So I agree with "contraction" you said in your #8, if we talk about わかんね―"I don't know".

The Ibaraki じゃね？ is their way of じゃない？ You know, ない can easily? be ね there.


----------



## Nino83

frequency said:


> You know, ない can easily? be ね there.


Exactly. In Ibaraki ね can be both ない and ね. I presume intonation will be really important there.


----------



## frequency

Oh lol good. Search 「茨城弁」 (Ibaraki ben) on google   Ibaraki no minasan gomen nasai.


----------



## Nino83

> The pitch accent of the Ibaraki dialect is also fairly different from standard Japanese, typically *rising at the end of statements* and *falling in questions*.


It's the other way around. If one doesn't know that, it would be easy to take an interrogative _ne_ for an affirmative _nai_.


----------



## frequency

> *falling in questions*.


Yes, I suppose this says, for example, おまえはどこから来た？, this 来た would be spoken in a falling intonation. You know, note that this is a usual question/interrogative.

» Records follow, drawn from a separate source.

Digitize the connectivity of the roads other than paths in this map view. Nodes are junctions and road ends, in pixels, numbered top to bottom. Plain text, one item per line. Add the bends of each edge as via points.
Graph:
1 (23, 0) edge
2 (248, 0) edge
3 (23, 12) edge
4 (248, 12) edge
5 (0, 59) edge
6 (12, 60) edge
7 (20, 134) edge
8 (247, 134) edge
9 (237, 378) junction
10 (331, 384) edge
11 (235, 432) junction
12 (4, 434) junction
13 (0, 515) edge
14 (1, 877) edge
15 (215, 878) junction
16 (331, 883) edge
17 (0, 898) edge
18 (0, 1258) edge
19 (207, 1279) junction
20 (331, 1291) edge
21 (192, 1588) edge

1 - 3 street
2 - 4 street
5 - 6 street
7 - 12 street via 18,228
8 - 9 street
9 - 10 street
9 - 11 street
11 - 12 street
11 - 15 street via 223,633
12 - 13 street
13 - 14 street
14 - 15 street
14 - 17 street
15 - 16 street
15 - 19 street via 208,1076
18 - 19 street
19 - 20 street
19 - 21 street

～ね？（ない？） is not. For example, さむくない？＝さむくね？(Ibaraki), わかんないんじゃない？=わかんないんじゃね？(Ibaraki)


----------



## Nino83

Yes. 
I was thinking about those situation where you have a verb ending in る followed by ね, for example 分かるね? 
I was wondering if it is common to reduce 分かるね to 分かんね.


----------



## frequency

Nino83 said:


> reduce 分かるね to 分かんね.


Not the Ibaraki ben, when we say 分かるね？, this ね is exactly marker particle: Etymology 2.

And do you mean this 分かるね？can be 分かんね？ Yes, it's possible. Common? Not greatly common, and more popular is 分かるよね？


----------



## Nino83

frequency said:


> Not greatly common


Ah, ok, interesting! 
So if one hears someone say 分かんね he/she is probably saying 分からない and not 分かるね.  
Thanks


----------